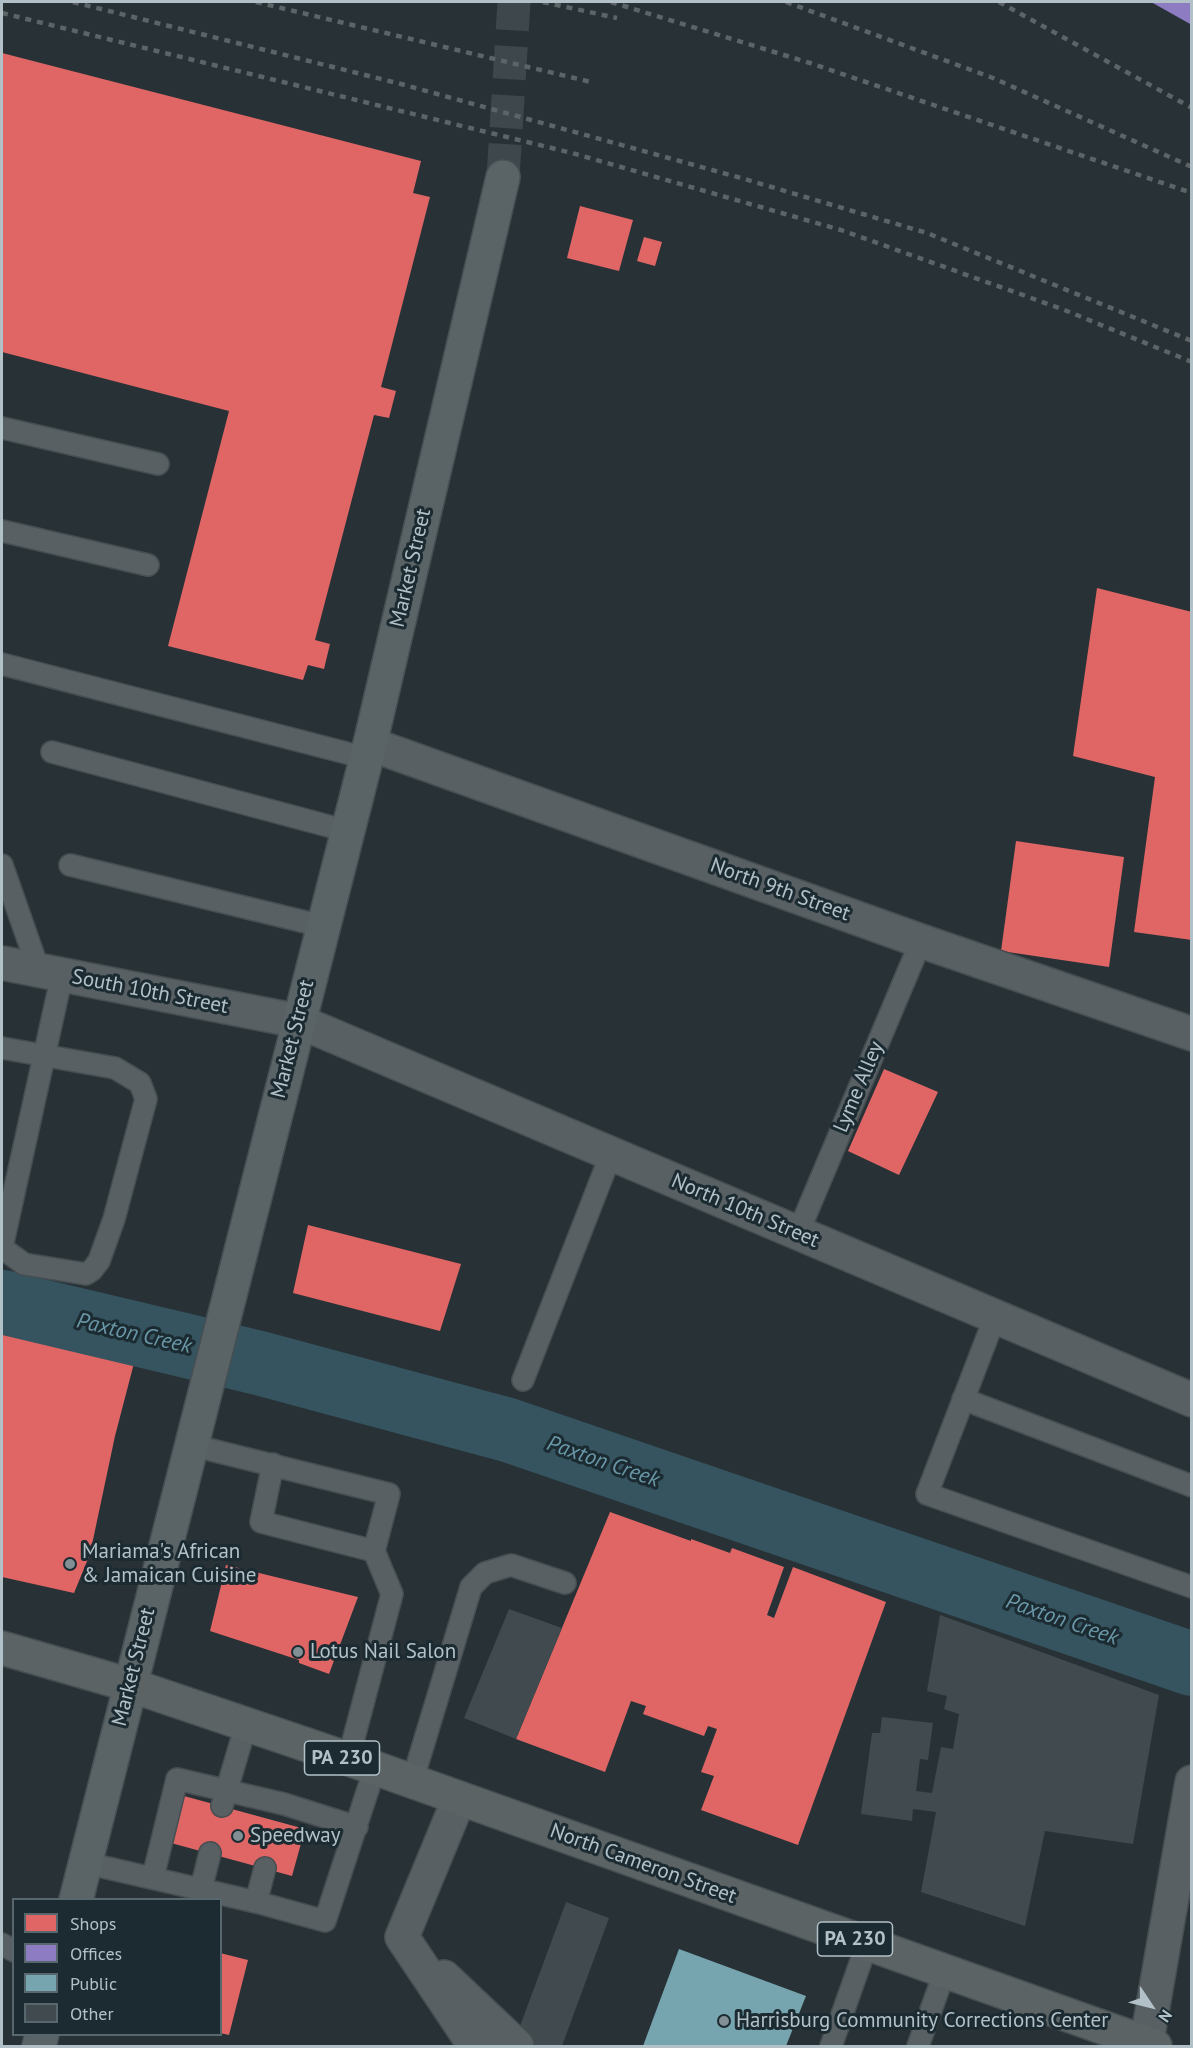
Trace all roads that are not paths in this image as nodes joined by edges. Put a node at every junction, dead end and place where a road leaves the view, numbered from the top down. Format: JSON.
{"nodes":[{"id":1,"x":503,"y":177,"type":"tunnel mouth"},
{"id":2,"x":2,"y":428,"type":"edge"},
{"id":3,"x":158,"y":464,"type":"dead end"},
{"id":4,"x":2,"y":531,"type":"edge"},
{"id":5,"x":148,"y":566,"type":"dead end"},
{"id":6,"x":2,"y":664,"type":"edge"},
{"id":7,"x":368,"y":751,"type":"junction"},
{"id":8,"x":52,"y":752,"type":"dead end"},
{"id":9,"x":347,"y":831,"type":"junction"},
{"id":10,"x":2,"y":865,"type":"edge"},
{"id":11,"x":70,"y":865,"type":"dead end"},
{"id":12,"x":322,"y":926,"type":"junction"},
{"id":13,"x":921,"y":941,"type":"junction"},
{"id":14,"x":2,"y":963,"type":"edge"},
{"id":15,"x":50,"y":973,"type":"junction"},
{"id":16,"x":298,"y":1021,"type":"junction"},
{"id":17,"x":1191,"y":1034,"type":"edge"},
{"id":18,"x":2,"y":1048,"type":"edge"},
{"id":19,"x":43,"y":1056,"type":"junction"},
{"id":20,"x":611,"y":1154,"type":"junction"},
{"id":21,"x":798,"y":1233,"type":"junction"},
{"id":22,"x":2,"y":1247,"type":"edge"},
{"id":23,"x":995,"y":1317,"type":"junction"},
{"id":24,"x":523,"y":1380,"type":"dead end"},
{"id":25,"x":963,"y":1398,"type":"junction"},
{"id":26,"x":1191,"y":1400,"type":"edge"},
{"id":27,"x":191,"y":1445,"type":"junction"},
{"id":28,"x":273,"y":1464,"type":"junction"},
{"id":29,"x":1191,"y":1486,"type":"edge"},
{"id":30,"x":374,"y":1551,"type":"junction"},
{"id":31,"x":565,"y":1583,"type":"dead end"},
{"id":32,"x":1191,"y":1587,"type":"edge"},
{"id":33,"x":2,"y":1648,"type":"edge"},
{"id":34,"x":130,"y":1685,"type":"junction"},
{"id":35,"x":246,"y":1725,"type":"junction"},
{"id":36,"x":362,"y":1764,"type":"junction"},
{"id":37,"x":412,"y":1782,"type":"junction"},
{"id":38,"x":1191,"y":1782,"type":"edge"},
{"id":39,"x":224,"y":1799,"type":"junction"},
{"id":40,"x":459,"y":1799,"type":"junction"},
{"id":41,"x":357,"y":1827,"type":"junction"},
{"id":42,"x":210,"y":1853,"type":"dead end"},
{"id":43,"x":86,"y":1863,"type":"junction"},
{"id":44,"x":265,"y":1868,"type":"dead end"},
{"id":45,"x":153,"y":1877,"type":"junction"},
{"id":46,"x":201,"y":1889,"type":"junction"},
{"id":47,"x":76,"y":1898,"type":"edge"},
{"id":48,"x":256,"y":1902,"type":"junction"},
{"id":49,"x":402,"y":1937,"type":"junction"},
{"id":50,"x":867,"y":1944,"type":"junction"},
{"id":51,"x":945,"y":1971,"type":"junction"},
{"id":52,"x":1149,"y":2045,"type":"edge"},
{"id":53,"x":475,"y":2046,"type":"edge"},
{"id":54,"x":517,"y":2046,"type":"edge"},
{"id":55,"x":831,"y":2046,"type":"edge"},
{"id":56,"x":918,"y":2046,"type":"edge"}],
"edges":[{"from":1,"to":7,"type":"main road","name":"Market Street"},
{"from":2,"to":3,"type":"lane"},
{"from":4,"to":5,"type":"lane"},
{"from":6,"to":7,"type":"lane"},
{"from":7,"to":9,"type":"main road","name":"Market Street"},
{"from":7,"to":13,"type":"street","name":"North 9th Street"},
{"from":8,"to":9,"type":"lane"},
{"from":9,"to":12,"type":"main road","name":"Market Street"},
{"from":10,"to":15,"type":"lane"},
{"from":11,"to":12,"type":"lane"},
{"from":12,"to":16,"type":"main road","name":"Market Street"},
{"from":13,"to":17,"type":"street","name":"North 9th Street"},
{"from":13,"to":21,"type":"lane","name":"Lyme Alley"},
{"from":14,"to":15,"type":"street","name":"South 10th Street"},
{"from":15,"to":16,"type":"street","name":"South 10th Street"},
{"from":15,"to":19,"type":"lane"},
{"from":16,"to":20,"type":"street","name":"North 10th Street"},
{"from":16,"to":27,"type":"main road","name":"Market Street"},
{"from":18,"to":19,"type":"lane"},
{"from":19,"to":22,"type":"lane"},
{"from":19,"to":22,"type":"lane"},
{"from":20,"to":21,"type":"street","name":"North 10th Street"},
{"from":20,"to":24,"type":"lane"},
{"from":21,"to":23,"type":"street","name":"North 10th Street"},
{"from":23,"to":25,"type":"lane"},
{"from":23,"to":26,"type":"street","name":"North 10th Street"},
{"from":25,"to":29,"type":"lane"},
{"from":25,"to":32,"type":"lane"},
{"from":27,"to":28,"type":"lane"},
{"from":27,"to":34,"type":"main road","name":"Market Street"},
{"from":28,"to":30,"type":"lane"},
{"from":28,"to":30,"type":"lane"},
{"from":30,"to":36,"type":"lane"},
{"from":31,"to":37,"type":"lane"},
{"from":33,"to":34,"type":"highway","number":"PA 230"},
{"from":34,"to":35,"type":"highway","name":"North Cameron Street","number":"PA 230"},
{"from":34,"to":43,"type":"main road","name":"Market Street"},
{"from":35,"to":36,"type":"highway","name":"North Cameron Street","number":"PA 230"},
{"from":35,"to":39,"type":"lane"},
{"from":36,"to":37,"type":"highway","name":"North Cameron Street","number":"PA 230"},
{"from":36,"to":41,"type":"lane"},
{"from":37,"to":40,"type":"highway","name":"North Cameron Street","number":"PA 230"},
{"from":38,"to":52,"type":"street"},
{"from":39,"to":41,"type":"lane"},
{"from":39,"to":45,"type":"lane"},
{"from":40,"to":49,"type":"street"},
{"from":40,"to":50,"type":"highway","name":"North Cameron Street","number":"PA 230"},
{"from":41,"to":48,"type":"lane"},
{"from":42,"to":46,"type":"lane"},
{"from":43,"to":45,"type":"lane"},
{"from":43,"to":47,"type":"main road","name":"Market Street"},
{"from":44,"to":48,"type":"lane"},
{"from":45,"to":46,"type":"lane"},
{"from":46,"to":48,"type":"lane"},
{"from":49,"to":53,"type":"street"},
{"from":49,"to":54,"type":"street"},
{"from":50,"to":51,"type":"highway","name":"North Cameron Street","number":"PA 230"},
{"from":50,"to":55,"type":"lane"},
{"from":51,"to":52,"type":"highway","name":"North Cameron Street","number":"PA 230"},
{"from":51,"to":56,"type":"lane"}]}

WHAT YOU HAVE TO DO:
From the first line to the last, repeat the records exactly and skip the pictures.

SOLUTION:
Trace all roads that are not paths in this image as nodes joined by edges. Put a node at every junction, dead end and place where a road leaves the view, numbered from the top down. Format: JSON.
{"nodes":[{"id":1,"x":503,"y":177,"type":"tunnel mouth"},
{"id":2,"x":2,"y":428,"type":"edge"},
{"id":3,"x":158,"y":464,"type":"dead end"},
{"id":4,"x":2,"y":531,"type":"edge"},
{"id":5,"x":148,"y":566,"type":"dead end"},
{"id":6,"x":2,"y":664,"type":"edge"},
{"id":7,"x":368,"y":751,"type":"junction"},
{"id":8,"x":52,"y":752,"type":"dead end"},
{"id":9,"x":347,"y":831,"type":"junction"},
{"id":10,"x":2,"y":865,"type":"edge"},
{"id":11,"x":70,"y":865,"type":"dead end"},
{"id":12,"x":322,"y":926,"type":"junction"},
{"id":13,"x":921,"y":941,"type":"junction"},
{"id":14,"x":2,"y":963,"type":"edge"},
{"id":15,"x":50,"y":973,"type":"junction"},
{"id":16,"x":298,"y":1021,"type":"junction"},
{"id":17,"x":1191,"y":1034,"type":"edge"},
{"id":18,"x":2,"y":1048,"type":"edge"},
{"id":19,"x":43,"y":1056,"type":"junction"},
{"id":20,"x":611,"y":1154,"type":"junction"},
{"id":21,"x":798,"y":1233,"type":"junction"},
{"id":22,"x":2,"y":1247,"type":"edge"},
{"id":23,"x":995,"y":1317,"type":"junction"},
{"id":24,"x":523,"y":1380,"type":"dead end"},
{"id":25,"x":963,"y":1398,"type":"junction"},
{"id":26,"x":1191,"y":1400,"type":"edge"},
{"id":27,"x":191,"y":1445,"type":"junction"},
{"id":28,"x":273,"y":1464,"type":"junction"},
{"id":29,"x":1191,"y":1486,"type":"edge"},
{"id":30,"x":374,"y":1551,"type":"junction"},
{"id":31,"x":565,"y":1583,"type":"dead end"},
{"id":32,"x":1191,"y":1587,"type":"edge"},
{"id":33,"x":2,"y":1648,"type":"edge"},
{"id":34,"x":130,"y":1685,"type":"junction"},
{"id":35,"x":246,"y":1725,"type":"junction"},
{"id":36,"x":362,"y":1764,"type":"junction"},
{"id":37,"x":412,"y":1782,"type":"junction"},
{"id":38,"x":1191,"y":1782,"type":"edge"},
{"id":39,"x":224,"y":1799,"type":"junction"},
{"id":40,"x":459,"y":1799,"type":"junction"},
{"id":41,"x":357,"y":1827,"type":"junction"},
{"id":42,"x":210,"y":1853,"type":"dead end"},
{"id":43,"x":86,"y":1863,"type":"junction"},
{"id":44,"x":265,"y":1868,"type":"dead end"},
{"id":45,"x":153,"y":1877,"type":"junction"},
{"id":46,"x":201,"y":1889,"type":"junction"},
{"id":47,"x":76,"y":1898,"type":"edge"},
{"id":48,"x":256,"y":1902,"type":"junction"},
{"id":49,"x":402,"y":1937,"type":"junction"},
{"id":50,"x":867,"y":1944,"type":"junction"},
{"id":51,"x":945,"y":1971,"type":"junction"},
{"id":52,"x":1149,"y":2045,"type":"edge"},
{"id":53,"x":475,"y":2046,"type":"edge"},
{"id":54,"x":517,"y":2046,"type":"edge"},
{"id":55,"x":831,"y":2046,"type":"edge"},
{"id":56,"x":918,"y":2046,"type":"edge"}],
"edges":[{"from":1,"to":7,"type":"main road","name":"Market Street"},
{"from":2,"to":3,"type":"lane"},
{"from":4,"to":5,"type":"lane"},
{"from":6,"to":7,"type":"lane"},
{"from":7,"to":9,"type":"main road","name":"Market Street"},
{"from":7,"to":13,"type":"street","name":"North 9th Street"},
{"from":8,"to":9,"type":"lane"},
{"from":9,"to":12,"type":"main road","name":"Market Street"},
{"from":10,"to":15,"type":"lane"},
{"from":11,"to":12,"type":"lane"},
{"from":12,"to":16,"type":"main road","name":"Market Street"},
{"from":13,"to":17,"type":"street","name":"North 9th Street"},
{"from":13,"to":21,"type":"lane","name":"Lyme Alley"},
{"from":14,"to":15,"type":"street","name":"South 10th Street"},
{"from":15,"to":16,"type":"street","name":"South 10th Street"},
{"from":15,"to":19,"type":"lane"},
{"from":16,"to":20,"type":"street","name":"North 10th Street"},
{"from":16,"to":27,"type":"main road","name":"Market Street"},
{"from":18,"to":19,"type":"lane"},
{"from":19,"to":22,"type":"lane"},
{"from":19,"to":22,"type":"lane"},
{"from":20,"to":21,"type":"street","name":"North 10th Street"},
{"from":20,"to":24,"type":"lane"},
{"from":21,"to":23,"type":"street","name":"North 10th Street"},
{"from":23,"to":25,"type":"lane"},
{"from":23,"to":26,"type":"street","name":"North 10th Street"},
{"from":25,"to":29,"type":"lane"},
{"from":25,"to":32,"type":"lane"},
{"from":27,"to":28,"type":"lane"},
{"from":27,"to":34,"type":"main road","name":"Market Street"},
{"from":28,"to":30,"type":"lane"},
{"from":28,"to":30,"type":"lane"},
{"from":30,"to":36,"type":"lane"},
{"from":31,"to":37,"type":"lane"},
{"from":33,"to":34,"type":"highway","number":"PA 230"},
{"from":34,"to":35,"type":"highway","name":"North Cameron Street","number":"PA 230"},
{"from":34,"to":43,"type":"main road","name":"Market Street"},
{"from":35,"to":36,"type":"highway","name":"North Cameron Street","number":"PA 230"},
{"from":35,"to":39,"type":"lane"},
{"from":36,"to":37,"type":"highway","name":"North Cameron Street","number":"PA 230"},
{"from":36,"to":41,"type":"lane"},
{"from":37,"to":40,"type":"highway","name":"North Cameron Street","number":"PA 230"},
{"from":38,"to":52,"type":"street"},
{"from":39,"to":41,"type":"lane"},
{"from":39,"to":45,"type":"lane"},
{"from":40,"to":49,"type":"street"},
{"from":40,"to":50,"type":"highway","name":"North Cameron Street","number":"PA 230"},
{"from":41,"to":48,"type":"lane"},
{"from":42,"to":46,"type":"lane"},
{"from":43,"to":45,"type":"lane"},
{"from":43,"to":47,"type":"main road","name":"Market Street"},
{"from":44,"to":48,"type":"lane"},
{"from":45,"to":46,"type":"lane"},
{"from":46,"to":48,"type":"lane"},
{"from":49,"to":53,"type":"street"},
{"from":49,"to":54,"type":"street"},
{"from":50,"to":51,"type":"highway","name":"North Cameron Street","number":"PA 230"},
{"from":50,"to":55,"type":"lane"},
{"from":51,"to":52,"type":"highway","name":"North Cameron Street","number":"PA 230"},
{"from":51,"to":56,"type":"lane"}]}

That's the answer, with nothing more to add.